California, Hawaii, Virginia, Maryland, Vermont, and New Jersey have all passed B Corp legistlation.
Several other states have pending legislation.
A benefit corporation is essentially a company that has a social or charitable goal built into its business model. For example, a company where part of the profits are given to philanthropic efforts. Or one with a focus on environmental impact.
A typical corporation will prioritize money. A benefit corporation will weigh finances, but since their social, environmental or philanthropic goals are "built in," directors may also consider these impacts in business decisions, reports Inc.
There are benefits to becoming a B Corp. Businesses can help differentiate their brands and they can promote their mission. There are also opportunities for press and publicity. And there are ways B corps can save money through partnerships.

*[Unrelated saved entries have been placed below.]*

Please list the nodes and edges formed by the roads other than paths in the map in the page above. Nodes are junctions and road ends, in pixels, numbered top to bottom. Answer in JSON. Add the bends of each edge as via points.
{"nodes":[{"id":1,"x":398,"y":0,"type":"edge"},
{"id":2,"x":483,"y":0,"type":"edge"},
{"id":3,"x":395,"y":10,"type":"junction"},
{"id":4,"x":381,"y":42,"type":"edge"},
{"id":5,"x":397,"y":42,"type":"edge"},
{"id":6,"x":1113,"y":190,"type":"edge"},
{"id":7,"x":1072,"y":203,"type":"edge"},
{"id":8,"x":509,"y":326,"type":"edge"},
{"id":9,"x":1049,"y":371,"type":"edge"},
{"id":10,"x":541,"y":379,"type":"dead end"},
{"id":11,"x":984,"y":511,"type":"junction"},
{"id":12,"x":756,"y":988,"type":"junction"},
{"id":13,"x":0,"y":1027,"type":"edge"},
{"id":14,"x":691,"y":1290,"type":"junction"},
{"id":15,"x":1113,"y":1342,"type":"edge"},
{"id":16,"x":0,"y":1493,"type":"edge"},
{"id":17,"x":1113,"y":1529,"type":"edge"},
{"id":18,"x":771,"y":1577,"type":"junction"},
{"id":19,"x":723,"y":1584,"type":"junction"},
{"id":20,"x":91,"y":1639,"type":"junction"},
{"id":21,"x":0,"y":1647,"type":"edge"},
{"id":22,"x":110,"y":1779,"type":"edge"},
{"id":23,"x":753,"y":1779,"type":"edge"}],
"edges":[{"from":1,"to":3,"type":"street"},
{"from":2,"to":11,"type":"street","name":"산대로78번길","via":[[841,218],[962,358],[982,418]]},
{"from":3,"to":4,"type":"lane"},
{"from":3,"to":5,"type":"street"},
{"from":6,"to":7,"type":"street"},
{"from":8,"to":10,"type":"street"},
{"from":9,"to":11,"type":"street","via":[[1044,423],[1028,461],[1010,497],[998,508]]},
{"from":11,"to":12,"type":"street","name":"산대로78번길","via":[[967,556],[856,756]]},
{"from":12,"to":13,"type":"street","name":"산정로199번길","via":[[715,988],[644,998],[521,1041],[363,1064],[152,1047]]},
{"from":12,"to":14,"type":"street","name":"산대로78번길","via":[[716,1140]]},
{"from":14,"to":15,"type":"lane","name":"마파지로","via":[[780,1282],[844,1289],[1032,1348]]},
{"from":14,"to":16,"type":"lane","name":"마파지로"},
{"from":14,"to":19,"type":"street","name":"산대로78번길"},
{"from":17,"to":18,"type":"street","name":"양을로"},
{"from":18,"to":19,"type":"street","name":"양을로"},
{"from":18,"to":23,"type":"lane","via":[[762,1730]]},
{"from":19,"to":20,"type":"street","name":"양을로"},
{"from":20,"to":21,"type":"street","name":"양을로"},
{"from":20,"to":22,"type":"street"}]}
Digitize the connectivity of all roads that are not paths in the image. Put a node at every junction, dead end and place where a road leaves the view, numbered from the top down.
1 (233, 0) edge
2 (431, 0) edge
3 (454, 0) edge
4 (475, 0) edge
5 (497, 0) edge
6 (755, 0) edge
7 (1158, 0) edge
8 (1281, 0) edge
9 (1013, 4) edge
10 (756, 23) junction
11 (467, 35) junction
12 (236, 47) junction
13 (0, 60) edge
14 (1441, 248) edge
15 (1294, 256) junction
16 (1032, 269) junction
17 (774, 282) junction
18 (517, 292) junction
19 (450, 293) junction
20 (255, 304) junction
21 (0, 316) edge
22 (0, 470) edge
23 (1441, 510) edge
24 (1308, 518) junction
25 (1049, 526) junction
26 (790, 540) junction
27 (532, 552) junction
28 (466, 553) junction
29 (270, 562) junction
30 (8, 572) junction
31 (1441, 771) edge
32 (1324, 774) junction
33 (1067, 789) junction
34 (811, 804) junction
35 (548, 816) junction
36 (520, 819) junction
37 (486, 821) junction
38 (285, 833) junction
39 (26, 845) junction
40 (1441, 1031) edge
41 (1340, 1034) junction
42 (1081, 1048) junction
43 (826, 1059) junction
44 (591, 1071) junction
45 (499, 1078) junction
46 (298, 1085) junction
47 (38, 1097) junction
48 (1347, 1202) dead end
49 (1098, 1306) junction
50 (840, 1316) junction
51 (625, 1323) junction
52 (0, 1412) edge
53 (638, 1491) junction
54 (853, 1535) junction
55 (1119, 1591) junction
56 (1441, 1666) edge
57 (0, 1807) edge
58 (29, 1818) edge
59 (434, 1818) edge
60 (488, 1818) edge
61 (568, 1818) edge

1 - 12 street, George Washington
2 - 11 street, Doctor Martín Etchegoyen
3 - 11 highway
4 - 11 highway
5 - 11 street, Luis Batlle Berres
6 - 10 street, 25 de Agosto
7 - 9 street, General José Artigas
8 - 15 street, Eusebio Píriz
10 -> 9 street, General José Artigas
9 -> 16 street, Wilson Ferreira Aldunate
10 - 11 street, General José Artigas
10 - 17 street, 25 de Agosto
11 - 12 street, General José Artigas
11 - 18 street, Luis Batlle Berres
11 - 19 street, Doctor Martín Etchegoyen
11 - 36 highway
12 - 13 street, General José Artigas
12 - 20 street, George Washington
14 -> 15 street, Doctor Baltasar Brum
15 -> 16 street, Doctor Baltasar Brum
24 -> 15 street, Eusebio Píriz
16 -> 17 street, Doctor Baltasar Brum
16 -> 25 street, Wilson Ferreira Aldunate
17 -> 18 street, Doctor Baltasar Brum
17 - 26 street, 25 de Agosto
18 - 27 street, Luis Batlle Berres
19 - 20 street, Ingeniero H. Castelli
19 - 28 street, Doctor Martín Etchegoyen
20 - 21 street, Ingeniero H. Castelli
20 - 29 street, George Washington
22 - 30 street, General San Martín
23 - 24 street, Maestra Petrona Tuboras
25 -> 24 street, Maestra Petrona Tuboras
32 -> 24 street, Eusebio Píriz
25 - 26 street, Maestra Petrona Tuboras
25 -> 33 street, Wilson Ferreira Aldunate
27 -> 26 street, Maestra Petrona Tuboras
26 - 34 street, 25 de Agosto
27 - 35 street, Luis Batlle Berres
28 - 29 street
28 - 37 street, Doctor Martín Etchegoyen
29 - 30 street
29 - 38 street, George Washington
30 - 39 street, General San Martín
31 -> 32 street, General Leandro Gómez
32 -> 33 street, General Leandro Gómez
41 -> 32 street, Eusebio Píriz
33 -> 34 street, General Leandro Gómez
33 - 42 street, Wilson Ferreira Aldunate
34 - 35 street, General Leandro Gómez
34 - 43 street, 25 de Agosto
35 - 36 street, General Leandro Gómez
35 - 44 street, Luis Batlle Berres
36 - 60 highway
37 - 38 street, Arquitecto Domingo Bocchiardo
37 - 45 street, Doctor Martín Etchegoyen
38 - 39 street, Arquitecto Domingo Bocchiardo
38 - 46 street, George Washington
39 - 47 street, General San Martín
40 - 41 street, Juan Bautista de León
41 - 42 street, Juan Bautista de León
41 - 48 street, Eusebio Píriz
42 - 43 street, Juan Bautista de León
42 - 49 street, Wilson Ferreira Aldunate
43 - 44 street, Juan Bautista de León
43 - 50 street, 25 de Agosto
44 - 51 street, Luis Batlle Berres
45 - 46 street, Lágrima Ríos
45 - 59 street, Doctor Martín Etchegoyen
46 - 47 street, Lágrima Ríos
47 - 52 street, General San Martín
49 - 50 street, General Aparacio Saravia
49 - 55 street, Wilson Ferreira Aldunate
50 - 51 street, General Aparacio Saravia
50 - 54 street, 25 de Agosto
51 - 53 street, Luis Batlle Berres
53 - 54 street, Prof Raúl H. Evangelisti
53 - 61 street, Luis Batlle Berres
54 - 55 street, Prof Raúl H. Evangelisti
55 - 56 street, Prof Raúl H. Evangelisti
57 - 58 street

Not all companies, however, can fit into the benefit corporation umbrella. Expect a higher level of transparency and legal accountability.
And benefit corporations need to have that social component. Not all companies will qualify. Does your company specialize in fair trade goods? Organically-sourced goods? Donation to charities? If so, you may already have a social component.
But if your business is a standard operation, it's likely becoming a B Corp won't be in your best interest. And benefit corporations need to be careful: even with a social "mission," your business needs to be competitive. "No one is going to invest in your company or buy your product just because you say you are one of the good guys," Jay Coen Gilbert, B Lab co-founder, told Inc.